Work order: Only the images get left out; everything else in the records is to be transcribed exactly.
◆ ◆ ◆
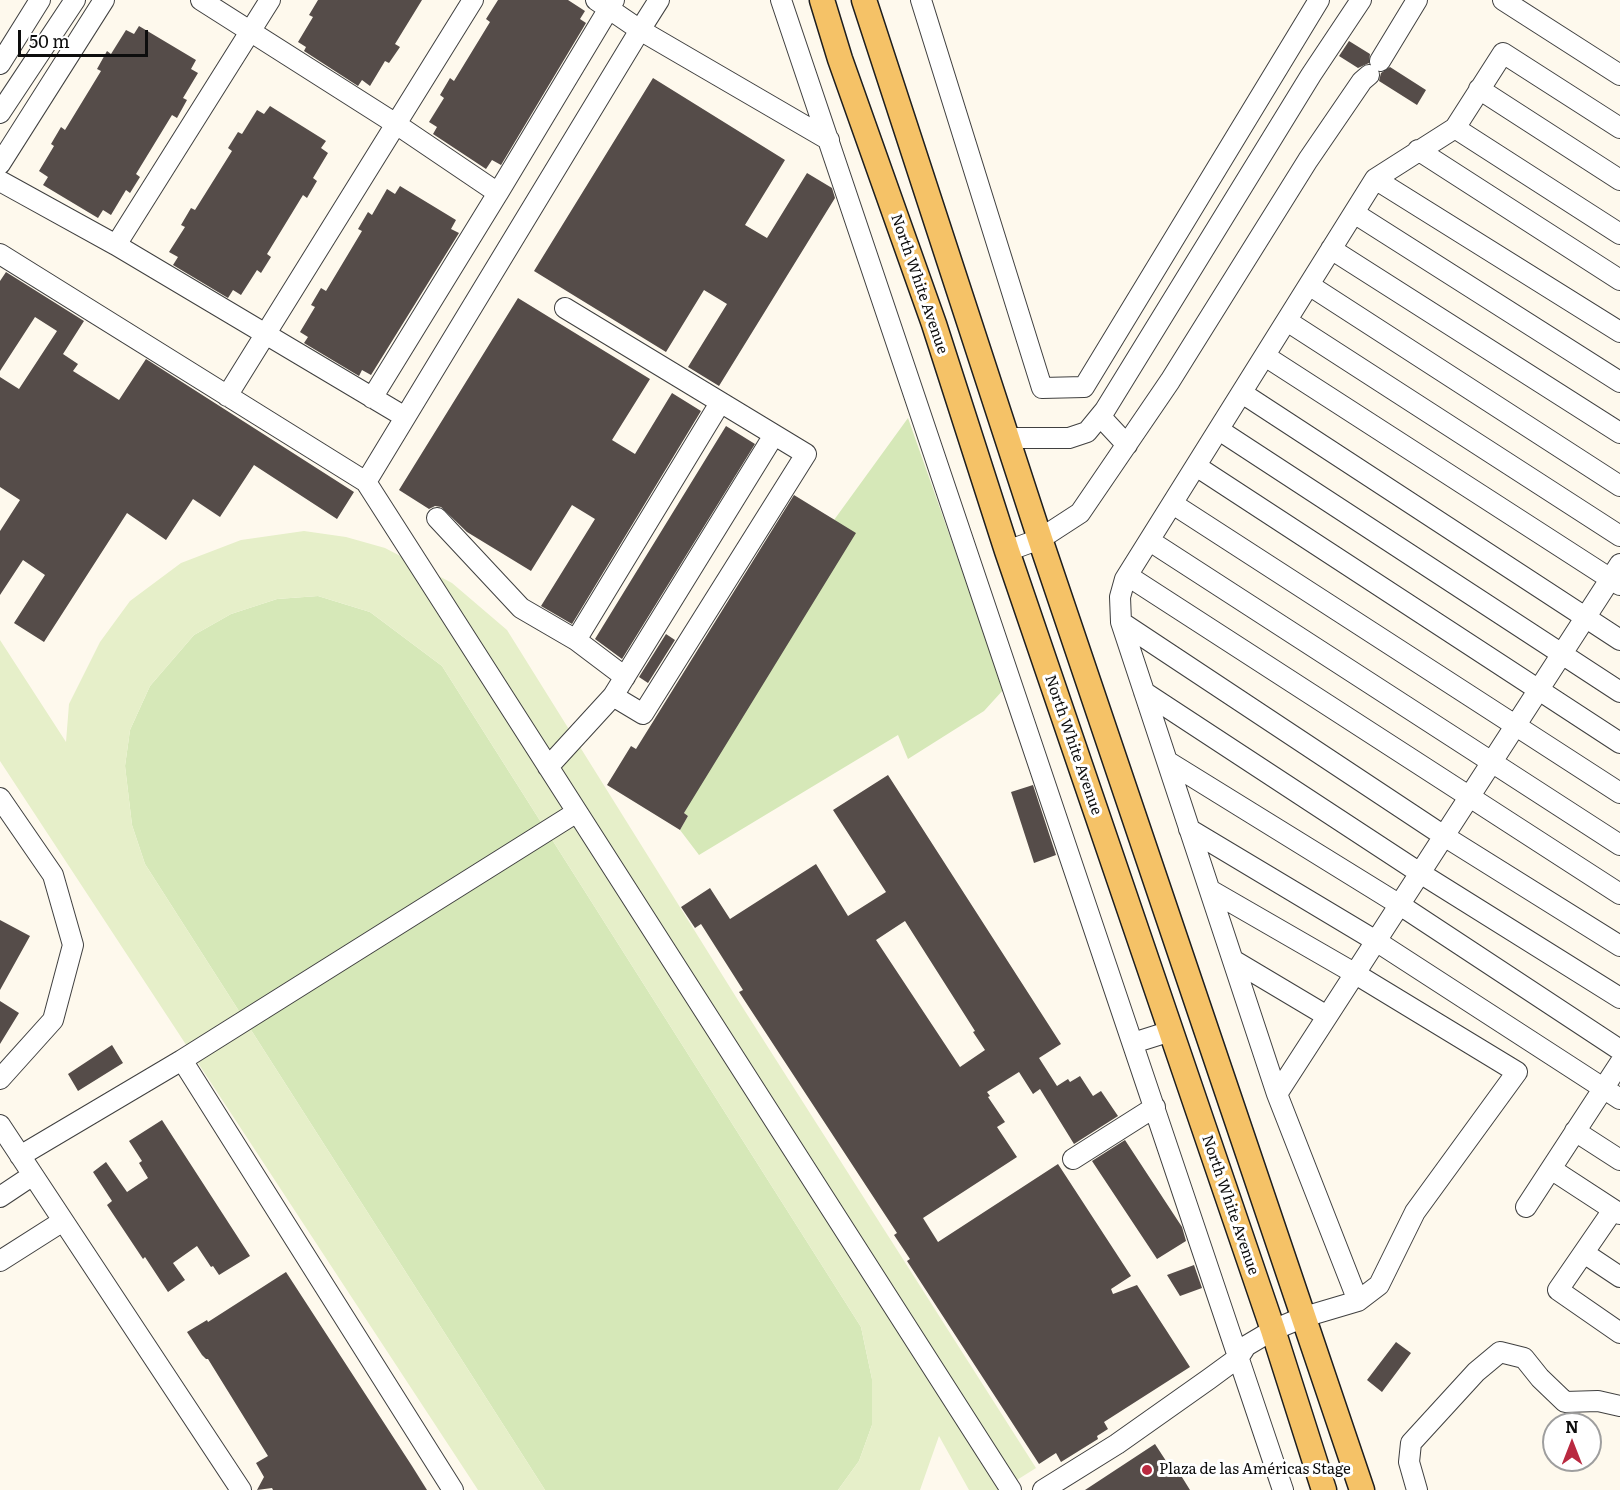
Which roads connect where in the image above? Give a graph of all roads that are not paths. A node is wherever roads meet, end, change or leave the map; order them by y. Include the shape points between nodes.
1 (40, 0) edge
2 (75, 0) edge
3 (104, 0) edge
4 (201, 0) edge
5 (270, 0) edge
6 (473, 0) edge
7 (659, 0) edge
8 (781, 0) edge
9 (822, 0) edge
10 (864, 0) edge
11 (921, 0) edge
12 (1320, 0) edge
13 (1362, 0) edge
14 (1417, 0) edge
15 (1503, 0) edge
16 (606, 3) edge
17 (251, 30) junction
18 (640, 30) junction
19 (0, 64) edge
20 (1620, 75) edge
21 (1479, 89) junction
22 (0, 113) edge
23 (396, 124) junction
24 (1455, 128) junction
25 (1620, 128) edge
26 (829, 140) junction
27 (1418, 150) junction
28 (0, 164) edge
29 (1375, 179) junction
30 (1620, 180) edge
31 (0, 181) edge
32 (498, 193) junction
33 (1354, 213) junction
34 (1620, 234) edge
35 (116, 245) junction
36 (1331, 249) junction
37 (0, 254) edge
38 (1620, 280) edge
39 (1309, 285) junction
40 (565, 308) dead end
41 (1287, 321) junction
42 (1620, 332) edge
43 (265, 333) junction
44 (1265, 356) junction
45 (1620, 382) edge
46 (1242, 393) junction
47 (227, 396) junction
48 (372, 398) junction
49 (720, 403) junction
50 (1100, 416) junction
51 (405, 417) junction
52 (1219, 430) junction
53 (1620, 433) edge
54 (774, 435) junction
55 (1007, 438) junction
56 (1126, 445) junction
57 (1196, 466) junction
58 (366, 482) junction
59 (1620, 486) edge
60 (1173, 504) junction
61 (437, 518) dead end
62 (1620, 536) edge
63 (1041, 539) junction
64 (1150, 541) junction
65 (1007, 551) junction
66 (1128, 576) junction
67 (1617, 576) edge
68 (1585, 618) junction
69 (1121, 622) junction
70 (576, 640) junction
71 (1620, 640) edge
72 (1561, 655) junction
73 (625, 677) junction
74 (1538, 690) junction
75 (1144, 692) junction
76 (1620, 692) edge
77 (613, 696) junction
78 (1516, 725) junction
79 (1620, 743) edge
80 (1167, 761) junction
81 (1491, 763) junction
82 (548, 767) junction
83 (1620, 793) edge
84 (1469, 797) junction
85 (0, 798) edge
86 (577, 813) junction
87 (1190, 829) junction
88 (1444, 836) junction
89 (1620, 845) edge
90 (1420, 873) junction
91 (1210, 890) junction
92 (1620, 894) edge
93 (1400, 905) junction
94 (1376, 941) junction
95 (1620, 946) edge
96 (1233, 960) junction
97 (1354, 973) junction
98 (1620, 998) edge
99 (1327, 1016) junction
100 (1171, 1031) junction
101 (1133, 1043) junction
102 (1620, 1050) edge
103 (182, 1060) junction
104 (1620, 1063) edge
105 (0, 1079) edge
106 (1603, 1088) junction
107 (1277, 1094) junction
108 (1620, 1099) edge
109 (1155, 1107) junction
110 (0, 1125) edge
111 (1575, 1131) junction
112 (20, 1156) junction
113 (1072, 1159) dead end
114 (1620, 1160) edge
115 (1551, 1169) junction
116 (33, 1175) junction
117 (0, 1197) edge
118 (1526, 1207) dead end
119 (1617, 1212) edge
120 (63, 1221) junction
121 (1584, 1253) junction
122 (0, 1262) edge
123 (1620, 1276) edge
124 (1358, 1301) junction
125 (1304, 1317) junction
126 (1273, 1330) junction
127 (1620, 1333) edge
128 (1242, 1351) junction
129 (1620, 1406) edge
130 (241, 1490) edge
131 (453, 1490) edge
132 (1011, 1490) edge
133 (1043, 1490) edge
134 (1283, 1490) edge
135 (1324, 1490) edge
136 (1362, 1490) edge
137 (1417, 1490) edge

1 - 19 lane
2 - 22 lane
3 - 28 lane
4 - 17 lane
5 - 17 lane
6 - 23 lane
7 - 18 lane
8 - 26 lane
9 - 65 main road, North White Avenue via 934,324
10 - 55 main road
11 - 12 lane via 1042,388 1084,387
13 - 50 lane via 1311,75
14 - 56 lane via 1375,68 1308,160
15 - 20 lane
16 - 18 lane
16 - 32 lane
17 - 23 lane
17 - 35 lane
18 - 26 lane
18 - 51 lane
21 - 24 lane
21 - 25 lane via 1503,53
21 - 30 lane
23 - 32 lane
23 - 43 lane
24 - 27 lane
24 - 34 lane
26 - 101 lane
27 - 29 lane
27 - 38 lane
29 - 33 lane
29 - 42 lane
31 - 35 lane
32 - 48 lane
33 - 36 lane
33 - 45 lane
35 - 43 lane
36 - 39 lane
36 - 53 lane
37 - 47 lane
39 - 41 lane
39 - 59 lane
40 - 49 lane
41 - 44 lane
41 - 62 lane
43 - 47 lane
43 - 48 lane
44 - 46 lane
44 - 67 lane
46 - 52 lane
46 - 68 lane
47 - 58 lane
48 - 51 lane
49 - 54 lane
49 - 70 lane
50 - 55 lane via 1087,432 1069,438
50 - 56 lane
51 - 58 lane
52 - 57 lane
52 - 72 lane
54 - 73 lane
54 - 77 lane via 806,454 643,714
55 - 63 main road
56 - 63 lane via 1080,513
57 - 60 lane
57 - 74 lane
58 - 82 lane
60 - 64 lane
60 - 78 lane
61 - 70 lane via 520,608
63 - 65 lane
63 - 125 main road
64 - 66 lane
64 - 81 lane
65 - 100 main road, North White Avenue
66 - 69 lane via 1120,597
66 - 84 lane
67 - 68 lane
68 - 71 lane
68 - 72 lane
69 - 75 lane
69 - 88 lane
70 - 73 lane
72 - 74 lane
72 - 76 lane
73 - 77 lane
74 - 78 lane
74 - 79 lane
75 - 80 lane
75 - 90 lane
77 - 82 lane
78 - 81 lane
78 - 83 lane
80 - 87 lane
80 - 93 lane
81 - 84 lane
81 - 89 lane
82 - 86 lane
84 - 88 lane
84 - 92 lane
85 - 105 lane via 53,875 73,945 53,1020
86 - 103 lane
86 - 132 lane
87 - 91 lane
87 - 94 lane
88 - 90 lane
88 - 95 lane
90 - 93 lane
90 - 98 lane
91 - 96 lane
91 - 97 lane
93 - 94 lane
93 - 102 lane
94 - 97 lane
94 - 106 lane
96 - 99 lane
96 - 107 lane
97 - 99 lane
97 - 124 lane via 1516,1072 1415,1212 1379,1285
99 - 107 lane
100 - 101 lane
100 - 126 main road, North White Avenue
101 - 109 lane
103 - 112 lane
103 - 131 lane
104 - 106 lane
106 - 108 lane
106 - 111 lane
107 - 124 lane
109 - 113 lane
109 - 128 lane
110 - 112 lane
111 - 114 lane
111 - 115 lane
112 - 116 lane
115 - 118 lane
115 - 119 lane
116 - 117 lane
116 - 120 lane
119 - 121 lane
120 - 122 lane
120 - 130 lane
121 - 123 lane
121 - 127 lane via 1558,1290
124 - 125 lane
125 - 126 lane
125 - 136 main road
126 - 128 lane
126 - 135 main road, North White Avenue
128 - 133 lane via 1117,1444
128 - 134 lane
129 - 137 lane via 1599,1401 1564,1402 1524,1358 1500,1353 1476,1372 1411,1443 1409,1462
◆ ◆ ◆
Reply to the task:
Which roads connect where in the image above? Give a graph of all roads that are not paths. A node is wherever roads meet, end, change or leave the map; order them by y. Include the shape points between nodes.
1 (40, 0) edge
2 (75, 0) edge
3 (104, 0) edge
4 (201, 0) edge
5 (270, 0) edge
6 (473, 0) edge
7 (659, 0) edge
8 (781, 0) edge
9 (822, 0) edge
10 (864, 0) edge
11 (921, 0) edge
12 (1320, 0) edge
13 (1362, 0) edge
14 (1417, 0) edge
15 (1503, 0) edge
16 (606, 3) edge
17 (251, 30) junction
18 (640, 30) junction
19 (0, 64) edge
20 (1620, 75) edge
21 (1479, 89) junction
22 (0, 113) edge
23 (396, 124) junction
24 (1455, 128) junction
25 (1620, 128) edge
26 (829, 140) junction
27 (1418, 150) junction
28 (0, 164) edge
29 (1375, 179) junction
30 (1620, 180) edge
31 (0, 181) edge
32 (498, 193) junction
33 (1354, 213) junction
34 (1620, 234) edge
35 (116, 245) junction
36 (1331, 249) junction
37 (0, 254) edge
38 (1620, 280) edge
39 (1309, 285) junction
40 (565, 308) dead end
41 (1287, 321) junction
42 (1620, 332) edge
43 (265, 333) junction
44 (1265, 356) junction
45 (1620, 382) edge
46 (1242, 393) junction
47 (227, 396) junction
48 (372, 398) junction
49 (720, 403) junction
50 (1100, 416) junction
51 (405, 417) junction
52 (1219, 430) junction
53 (1620, 433) edge
54 (774, 435) junction
55 (1007, 438) junction
56 (1126, 445) junction
57 (1196, 466) junction
58 (366, 482) junction
59 (1620, 486) edge
60 (1173, 504) junction
61 (437, 518) dead end
62 (1620, 536) edge
63 (1041, 539) junction
64 (1150, 541) junction
65 (1007, 551) junction
66 (1128, 576) junction
67 (1617, 576) edge
68 (1585, 618) junction
69 (1121, 622) junction
70 (576, 640) junction
71 (1620, 640) edge
72 (1561, 655) junction
73 (625, 677) junction
74 (1538, 690) junction
75 (1144, 692) junction
76 (1620, 692) edge
77 (613, 696) junction
78 (1516, 725) junction
79 (1620, 743) edge
80 (1167, 761) junction
81 (1491, 763) junction
82 (548, 767) junction
83 (1620, 793) edge
84 (1469, 797) junction
85 (0, 798) edge
86 (577, 813) junction
87 (1190, 829) junction
88 (1444, 836) junction
89 (1620, 845) edge
90 (1420, 873) junction
91 (1210, 890) junction
92 (1620, 894) edge
93 (1400, 905) junction
94 (1376, 941) junction
95 (1620, 946) edge
96 (1233, 960) junction
97 (1354, 973) junction
98 (1620, 998) edge
99 (1327, 1016) junction
100 (1171, 1031) junction
101 (1133, 1043) junction
102 (1620, 1050) edge
103 (182, 1060) junction
104 (1620, 1063) edge
105 (0, 1079) edge
106 (1603, 1088) junction
107 (1277, 1094) junction
108 (1620, 1099) edge
109 (1155, 1107) junction
110 (0, 1125) edge
111 (1575, 1131) junction
112 (20, 1156) junction
113 (1072, 1159) dead end
114 (1620, 1160) edge
115 (1551, 1169) junction
116 (33, 1175) junction
117 (0, 1197) edge
118 (1526, 1207) dead end
119 (1617, 1212) edge
120 (63, 1221) junction
121 (1584, 1253) junction
122 (0, 1262) edge
123 (1620, 1276) edge
124 (1358, 1301) junction
125 (1304, 1317) junction
126 (1273, 1330) junction
127 (1620, 1333) edge
128 (1242, 1351) junction
129 (1620, 1406) edge
130 (241, 1490) edge
131 (453, 1490) edge
132 (1011, 1490) edge
133 (1043, 1490) edge
134 (1283, 1490) edge
135 (1324, 1490) edge
136 (1362, 1490) edge
137 (1417, 1490) edge

1 - 19 lane
2 - 22 lane
3 - 28 lane
4 - 17 lane
5 - 17 lane
6 - 23 lane
7 - 18 lane
8 - 26 lane
9 - 65 main road, North White Avenue via 934,324
10 - 55 main road
11 - 12 lane via 1042,388 1084,387
13 - 50 lane via 1311,75
14 - 56 lane via 1375,68 1308,160
15 - 20 lane
16 - 18 lane
16 - 32 lane
17 - 23 lane
17 - 35 lane
18 - 26 lane
18 - 51 lane
21 - 24 lane
21 - 25 lane via 1503,53
21 - 30 lane
23 - 32 lane
23 - 43 lane
24 - 27 lane
24 - 34 lane
26 - 101 lane
27 - 29 lane
27 - 38 lane
29 - 33 lane
29 - 42 lane
31 - 35 lane
32 - 48 lane
33 - 36 lane
33 - 45 lane
35 - 43 lane
36 - 39 lane
36 - 53 lane
37 - 47 lane
39 - 41 lane
39 - 59 lane
40 - 49 lane
41 - 44 lane
41 - 62 lane
43 - 47 lane
43 - 48 lane
44 - 46 lane
44 - 67 lane
46 - 52 lane
46 - 68 lane
47 - 58 lane
48 - 51 lane
49 - 54 lane
49 - 70 lane
50 - 55 lane via 1087,432 1069,438
50 - 56 lane
51 - 58 lane
52 - 57 lane
52 - 72 lane
54 - 73 lane
54 - 77 lane via 806,454 643,714
55 - 63 main road
56 - 63 lane via 1080,513
57 - 60 lane
57 - 74 lane
58 - 82 lane
60 - 64 lane
60 - 78 lane
61 - 70 lane via 520,608
63 - 65 lane
63 - 125 main road
64 - 66 lane
64 - 81 lane
65 - 100 main road, North White Avenue
66 - 69 lane via 1120,597
66 - 84 lane
67 - 68 lane
68 - 71 lane
68 - 72 lane
69 - 75 lane
69 - 88 lane
70 - 73 lane
72 - 74 lane
72 - 76 lane
73 - 77 lane
74 - 78 lane
74 - 79 lane
75 - 80 lane
75 - 90 lane
77 - 82 lane
78 - 81 lane
78 - 83 lane
80 - 87 lane
80 - 93 lane
81 - 84 lane
81 - 89 lane
82 - 86 lane
84 - 88 lane
84 - 92 lane
85 - 105 lane via 53,875 73,945 53,1020
86 - 103 lane
86 - 132 lane
87 - 91 lane
87 - 94 lane
88 - 90 lane
88 - 95 lane
90 - 93 lane
90 - 98 lane
91 - 96 lane
91 - 97 lane
93 - 94 lane
93 - 102 lane
94 - 97 lane
94 - 106 lane
96 - 99 lane
96 - 107 lane
97 - 99 lane
97 - 124 lane via 1516,1072 1415,1212 1379,1285
99 - 107 lane
100 - 101 lane
100 - 126 main road, North White Avenue
101 - 109 lane
103 - 112 lane
103 - 131 lane
104 - 106 lane
106 - 108 lane
106 - 111 lane
107 - 124 lane
109 - 113 lane
109 - 128 lane
110 - 112 lane
111 - 114 lane
111 - 115 lane
112 - 116 lane
115 - 118 lane
115 - 119 lane
116 - 117 lane
116 - 120 lane
119 - 121 lane
120 - 122 lane
120 - 130 lane
121 - 123 lane
121 - 127 lane via 1558,1290
124 - 125 lane
125 - 126 lane
125 - 136 main road
126 - 128 lane
126 - 135 main road, North White Avenue
128 - 133 lane via 1117,1444
128 - 134 lane
129 - 137 lane via 1599,1401 1564,1402 1524,1358 1500,1353 1476,1372 1411,1443 1409,1462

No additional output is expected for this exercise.